* Work to complete *
Search the records for "road" and copy each line that holds it.

* Dataset entries *

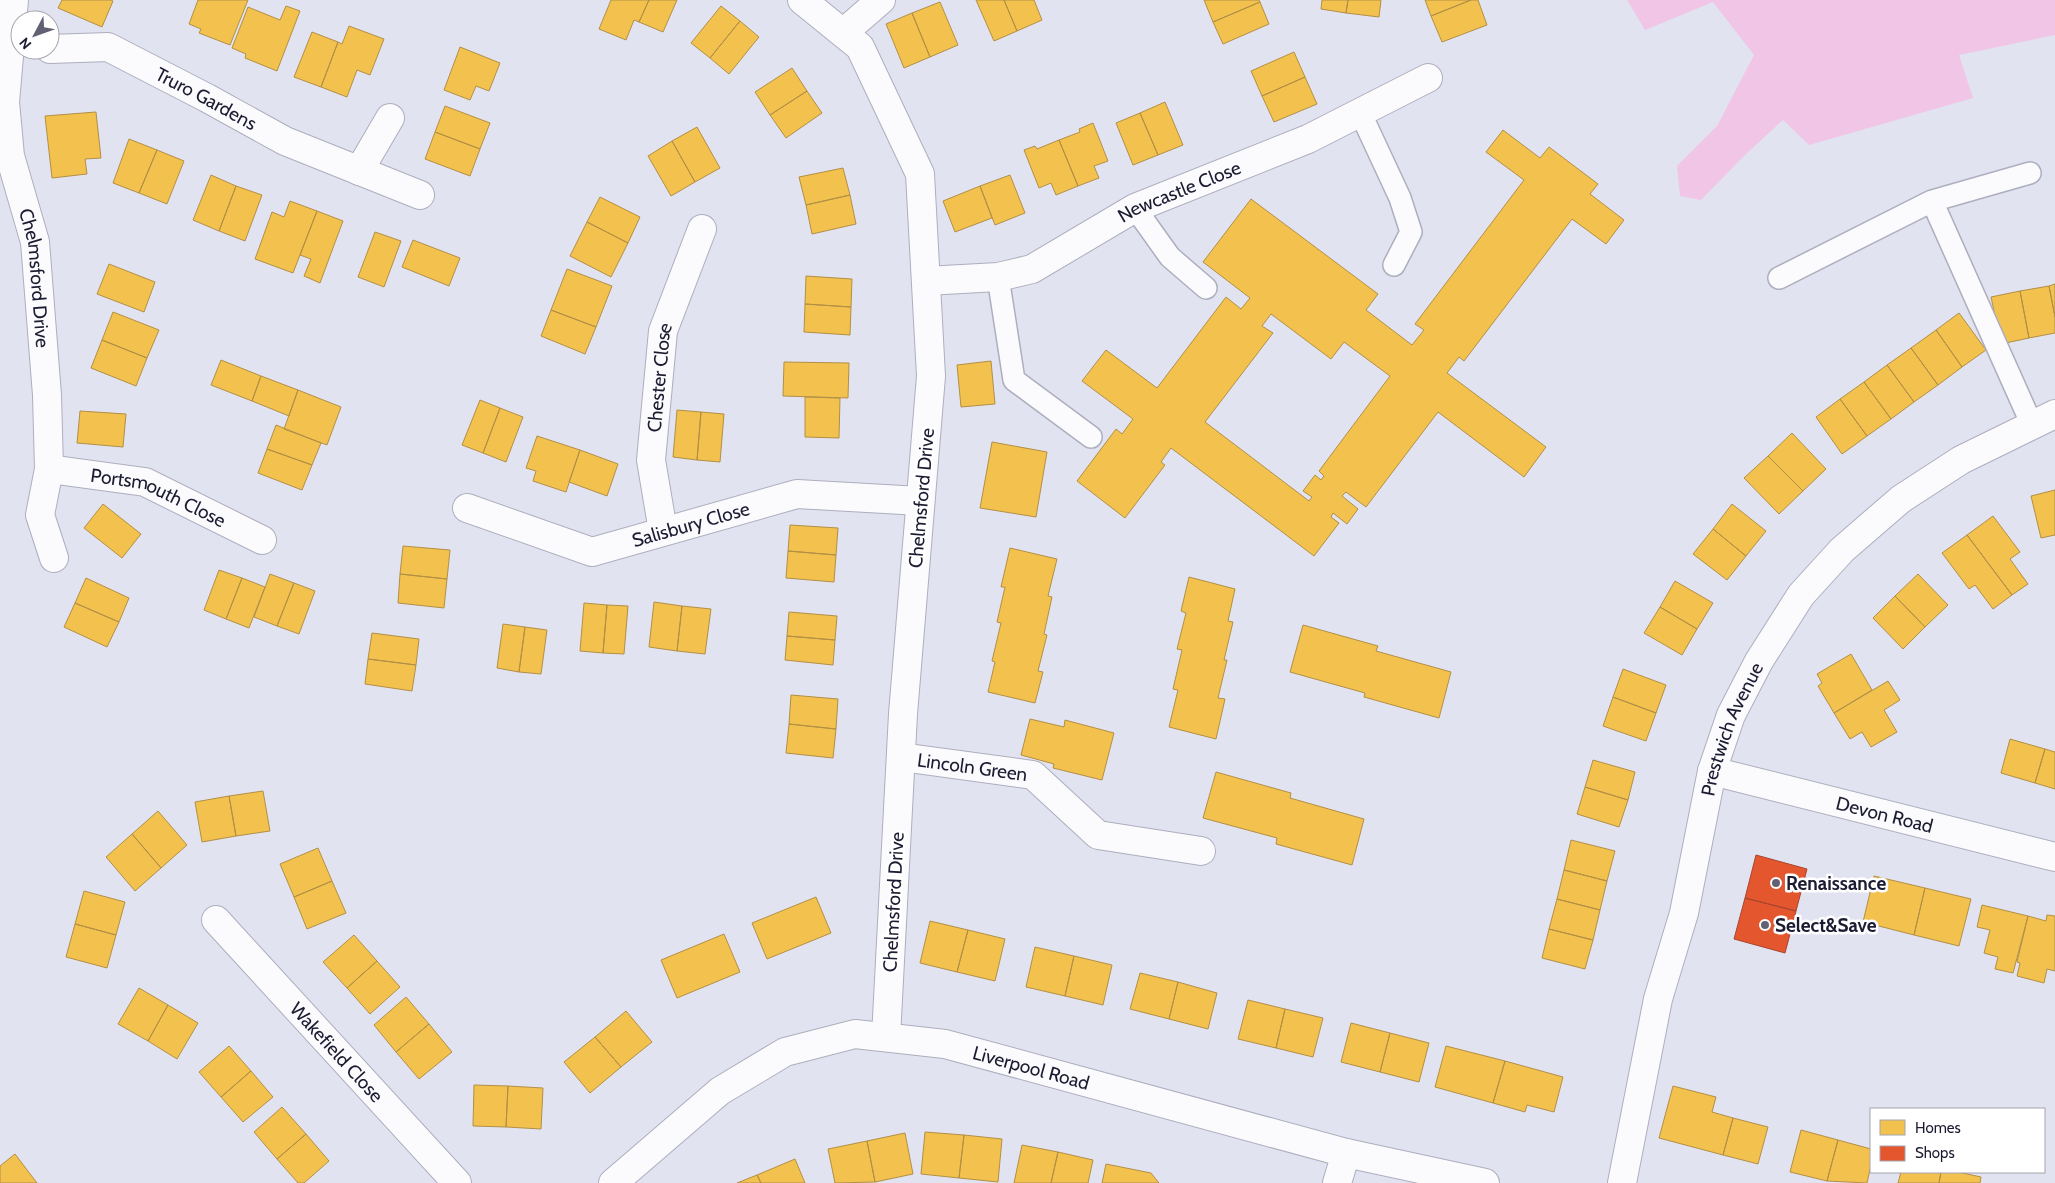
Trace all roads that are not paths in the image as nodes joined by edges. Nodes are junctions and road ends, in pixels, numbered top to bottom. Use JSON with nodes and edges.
...
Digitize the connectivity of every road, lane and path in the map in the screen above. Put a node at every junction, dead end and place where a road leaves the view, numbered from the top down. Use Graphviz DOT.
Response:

* Solved exercise *
Trace all roads that are not paths in the image as nodes joined by edges. Nodes are junctions and road ends, in pixels, numbered top to bottom. Use JSON with nodes and edges.
Digitize the connectivity of every road, lane and path in the map in the screen above. Put a node at every junction, dead end and place where a road leaves the view, numbered from the top down. Use Graphviz DOT.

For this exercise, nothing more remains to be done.